Exercise brief: Search the material for lines containing the word "pixels", and copy each one.

Recorded data:
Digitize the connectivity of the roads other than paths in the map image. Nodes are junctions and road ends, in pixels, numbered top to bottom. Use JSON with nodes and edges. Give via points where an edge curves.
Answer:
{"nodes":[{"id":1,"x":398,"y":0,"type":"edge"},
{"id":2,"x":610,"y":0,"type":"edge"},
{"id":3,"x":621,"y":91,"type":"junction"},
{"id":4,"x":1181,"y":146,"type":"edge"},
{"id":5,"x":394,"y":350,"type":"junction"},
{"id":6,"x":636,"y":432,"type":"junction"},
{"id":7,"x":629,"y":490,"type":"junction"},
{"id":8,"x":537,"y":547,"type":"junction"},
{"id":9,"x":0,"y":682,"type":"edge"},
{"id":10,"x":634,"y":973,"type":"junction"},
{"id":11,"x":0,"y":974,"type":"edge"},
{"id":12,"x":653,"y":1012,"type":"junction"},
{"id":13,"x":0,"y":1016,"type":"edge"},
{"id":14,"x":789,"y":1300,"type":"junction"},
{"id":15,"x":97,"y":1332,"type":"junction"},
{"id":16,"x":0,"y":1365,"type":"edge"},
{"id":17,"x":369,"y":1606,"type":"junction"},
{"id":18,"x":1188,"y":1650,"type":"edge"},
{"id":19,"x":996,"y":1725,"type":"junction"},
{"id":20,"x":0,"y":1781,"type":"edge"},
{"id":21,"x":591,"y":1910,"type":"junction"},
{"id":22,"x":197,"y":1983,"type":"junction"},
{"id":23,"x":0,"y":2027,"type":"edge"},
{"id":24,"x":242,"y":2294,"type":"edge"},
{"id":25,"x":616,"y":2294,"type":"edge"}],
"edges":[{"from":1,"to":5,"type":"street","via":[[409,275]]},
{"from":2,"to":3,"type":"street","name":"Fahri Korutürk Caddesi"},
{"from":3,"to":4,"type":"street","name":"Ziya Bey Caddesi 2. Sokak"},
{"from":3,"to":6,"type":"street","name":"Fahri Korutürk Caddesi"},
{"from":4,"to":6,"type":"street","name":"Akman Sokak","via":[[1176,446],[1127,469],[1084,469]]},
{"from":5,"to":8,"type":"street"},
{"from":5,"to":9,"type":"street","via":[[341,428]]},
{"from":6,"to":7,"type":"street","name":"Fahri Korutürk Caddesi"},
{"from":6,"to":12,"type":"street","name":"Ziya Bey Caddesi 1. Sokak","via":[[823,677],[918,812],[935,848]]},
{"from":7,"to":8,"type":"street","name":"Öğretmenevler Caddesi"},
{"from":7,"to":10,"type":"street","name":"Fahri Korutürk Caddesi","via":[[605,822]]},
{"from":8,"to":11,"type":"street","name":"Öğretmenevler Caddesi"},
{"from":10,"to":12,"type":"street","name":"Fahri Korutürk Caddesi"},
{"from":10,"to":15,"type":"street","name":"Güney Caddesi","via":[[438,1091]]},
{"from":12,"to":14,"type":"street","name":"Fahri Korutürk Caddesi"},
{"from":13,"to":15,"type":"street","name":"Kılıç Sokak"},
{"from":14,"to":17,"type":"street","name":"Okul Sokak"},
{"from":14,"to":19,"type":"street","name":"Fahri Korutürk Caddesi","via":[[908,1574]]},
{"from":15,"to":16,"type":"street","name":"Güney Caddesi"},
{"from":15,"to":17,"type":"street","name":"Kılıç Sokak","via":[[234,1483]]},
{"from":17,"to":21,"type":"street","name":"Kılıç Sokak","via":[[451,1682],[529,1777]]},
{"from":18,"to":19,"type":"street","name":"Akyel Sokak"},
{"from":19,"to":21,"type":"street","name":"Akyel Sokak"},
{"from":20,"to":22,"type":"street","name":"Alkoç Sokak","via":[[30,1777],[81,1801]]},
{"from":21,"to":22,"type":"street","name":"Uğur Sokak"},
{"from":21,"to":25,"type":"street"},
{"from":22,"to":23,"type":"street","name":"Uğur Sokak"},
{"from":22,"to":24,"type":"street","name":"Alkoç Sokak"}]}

* * *

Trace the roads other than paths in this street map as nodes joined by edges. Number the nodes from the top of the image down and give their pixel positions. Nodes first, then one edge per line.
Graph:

* * *

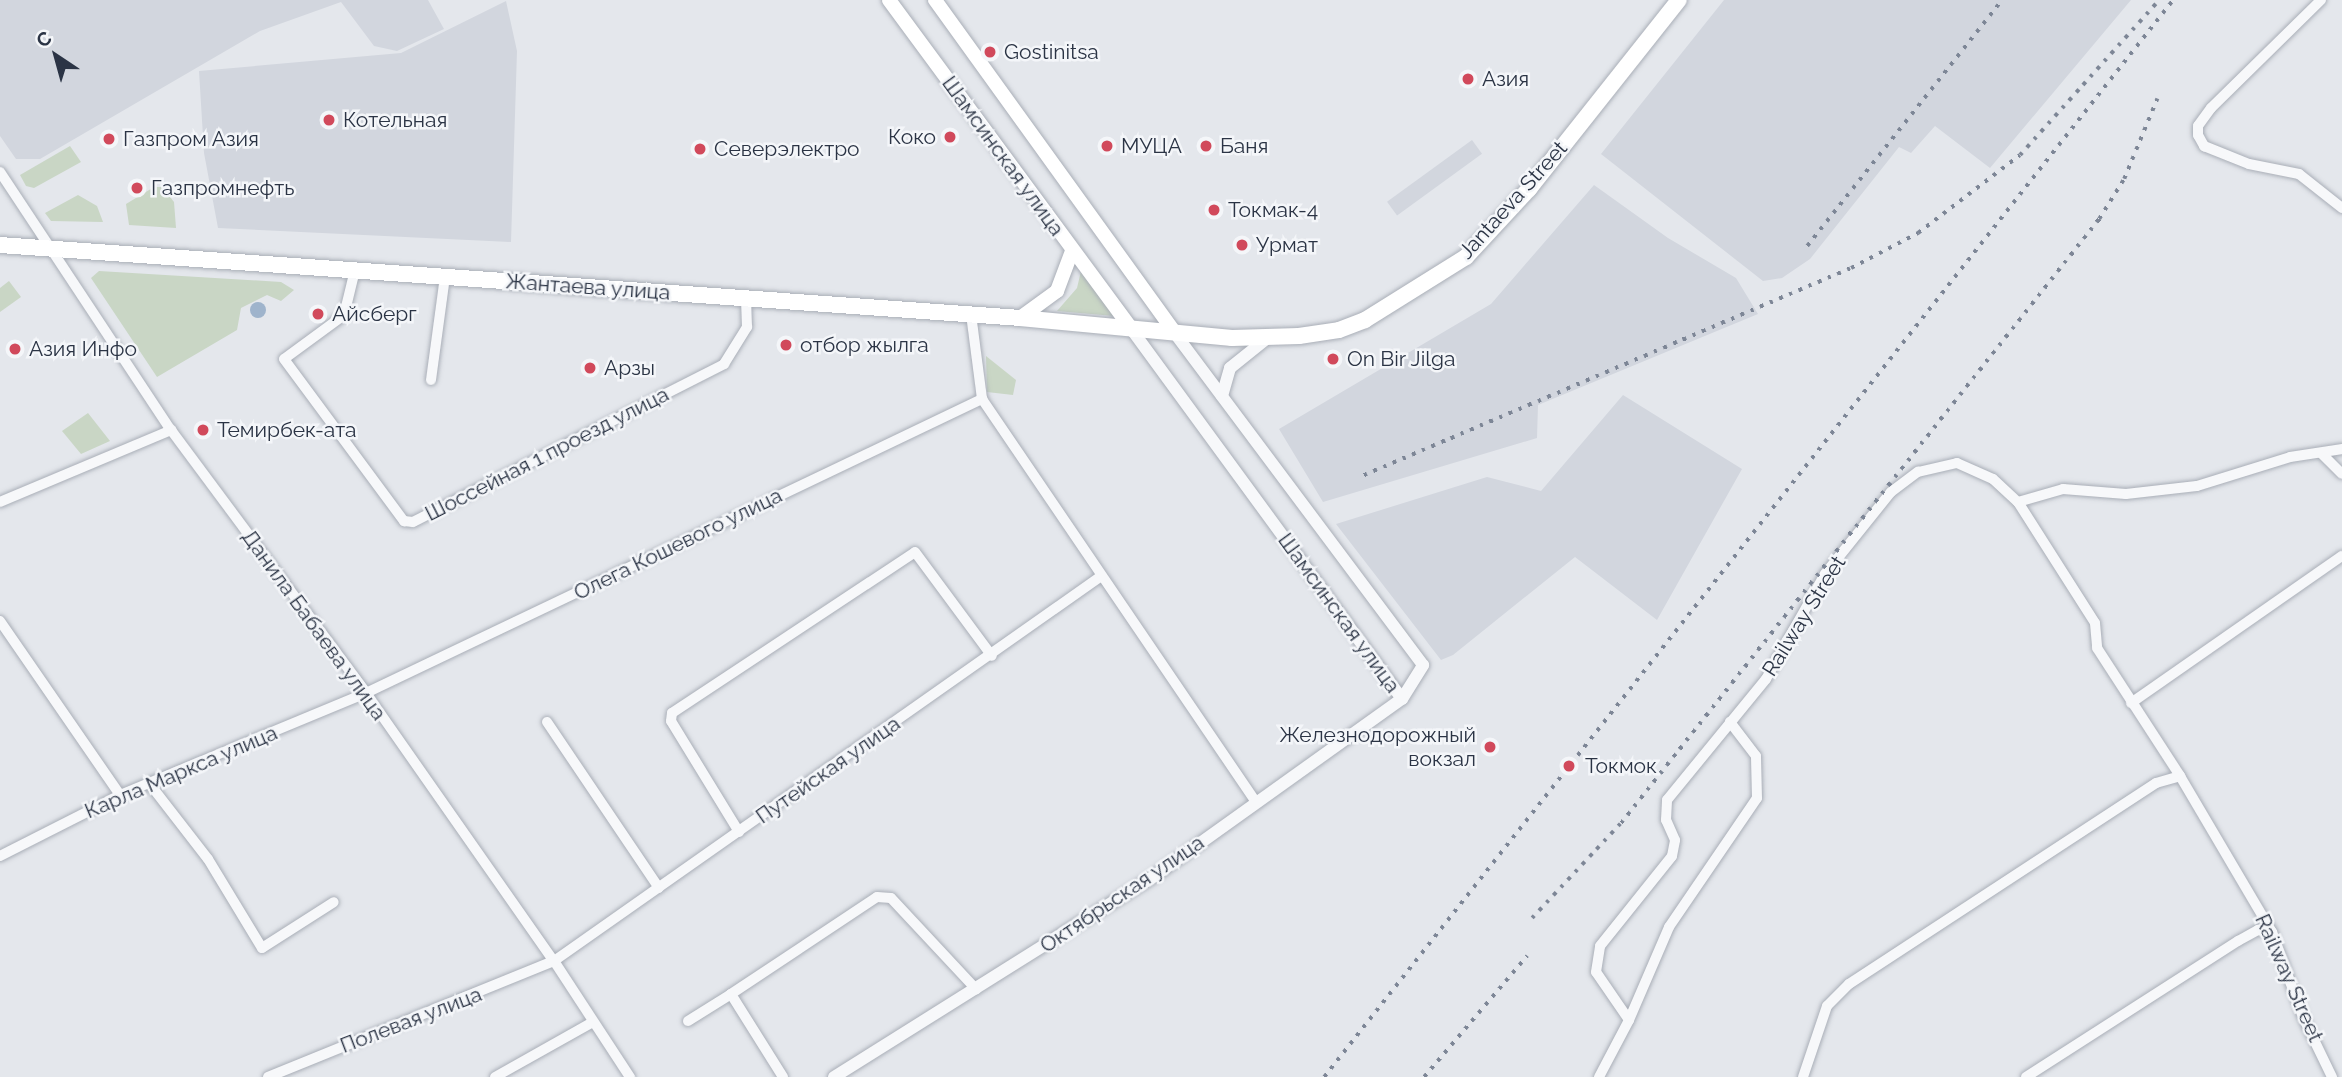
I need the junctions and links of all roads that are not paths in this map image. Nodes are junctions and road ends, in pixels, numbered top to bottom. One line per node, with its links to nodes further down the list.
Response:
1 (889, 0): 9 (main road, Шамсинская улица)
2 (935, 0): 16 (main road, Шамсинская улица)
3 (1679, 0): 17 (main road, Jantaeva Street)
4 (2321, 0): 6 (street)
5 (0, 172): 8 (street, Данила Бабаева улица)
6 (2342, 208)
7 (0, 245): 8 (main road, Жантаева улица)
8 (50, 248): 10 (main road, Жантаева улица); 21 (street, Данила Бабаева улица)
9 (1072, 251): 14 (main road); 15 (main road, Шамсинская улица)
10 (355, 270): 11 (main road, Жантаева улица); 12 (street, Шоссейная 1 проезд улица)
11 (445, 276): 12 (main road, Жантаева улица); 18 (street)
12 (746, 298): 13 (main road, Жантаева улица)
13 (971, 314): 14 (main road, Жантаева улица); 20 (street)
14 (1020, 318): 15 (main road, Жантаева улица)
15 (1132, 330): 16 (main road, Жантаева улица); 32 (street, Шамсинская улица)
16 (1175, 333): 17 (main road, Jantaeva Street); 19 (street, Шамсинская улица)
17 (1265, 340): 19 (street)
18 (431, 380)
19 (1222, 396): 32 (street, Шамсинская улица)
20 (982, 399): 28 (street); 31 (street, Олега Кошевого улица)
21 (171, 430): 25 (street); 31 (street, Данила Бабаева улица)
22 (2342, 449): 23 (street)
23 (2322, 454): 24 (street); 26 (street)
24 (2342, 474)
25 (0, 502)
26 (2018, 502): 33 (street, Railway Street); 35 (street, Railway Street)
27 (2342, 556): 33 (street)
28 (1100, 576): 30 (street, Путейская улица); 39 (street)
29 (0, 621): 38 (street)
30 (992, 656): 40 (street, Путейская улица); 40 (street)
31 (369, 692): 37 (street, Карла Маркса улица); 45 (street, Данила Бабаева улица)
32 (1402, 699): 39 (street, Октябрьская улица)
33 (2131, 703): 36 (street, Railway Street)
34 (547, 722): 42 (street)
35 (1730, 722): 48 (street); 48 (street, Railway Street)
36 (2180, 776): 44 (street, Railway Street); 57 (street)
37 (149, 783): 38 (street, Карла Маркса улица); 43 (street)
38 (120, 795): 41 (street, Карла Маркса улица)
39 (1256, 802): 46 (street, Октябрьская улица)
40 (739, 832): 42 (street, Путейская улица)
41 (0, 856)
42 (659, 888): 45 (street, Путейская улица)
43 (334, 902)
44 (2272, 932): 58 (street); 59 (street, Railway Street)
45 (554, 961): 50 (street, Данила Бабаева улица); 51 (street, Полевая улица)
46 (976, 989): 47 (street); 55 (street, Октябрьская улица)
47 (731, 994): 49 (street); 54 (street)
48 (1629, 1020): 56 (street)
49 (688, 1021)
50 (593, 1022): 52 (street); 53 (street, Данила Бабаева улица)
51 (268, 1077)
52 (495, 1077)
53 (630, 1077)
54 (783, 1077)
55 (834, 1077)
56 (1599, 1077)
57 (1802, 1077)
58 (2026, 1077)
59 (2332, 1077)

Task output:
Digitize the connectivity of the roads other than paths in the map image. Nodes are junctions and road ends, in pixels, numbered top to bottom. Use JSON with nodes and edges. Give via points where an edge curves.
I need the junctions and links of all roads that are not paths in this map image. Nodes are junctions and road ends, in pixels, numbered top to bottom. One line per node, with its links to nodes further down the list.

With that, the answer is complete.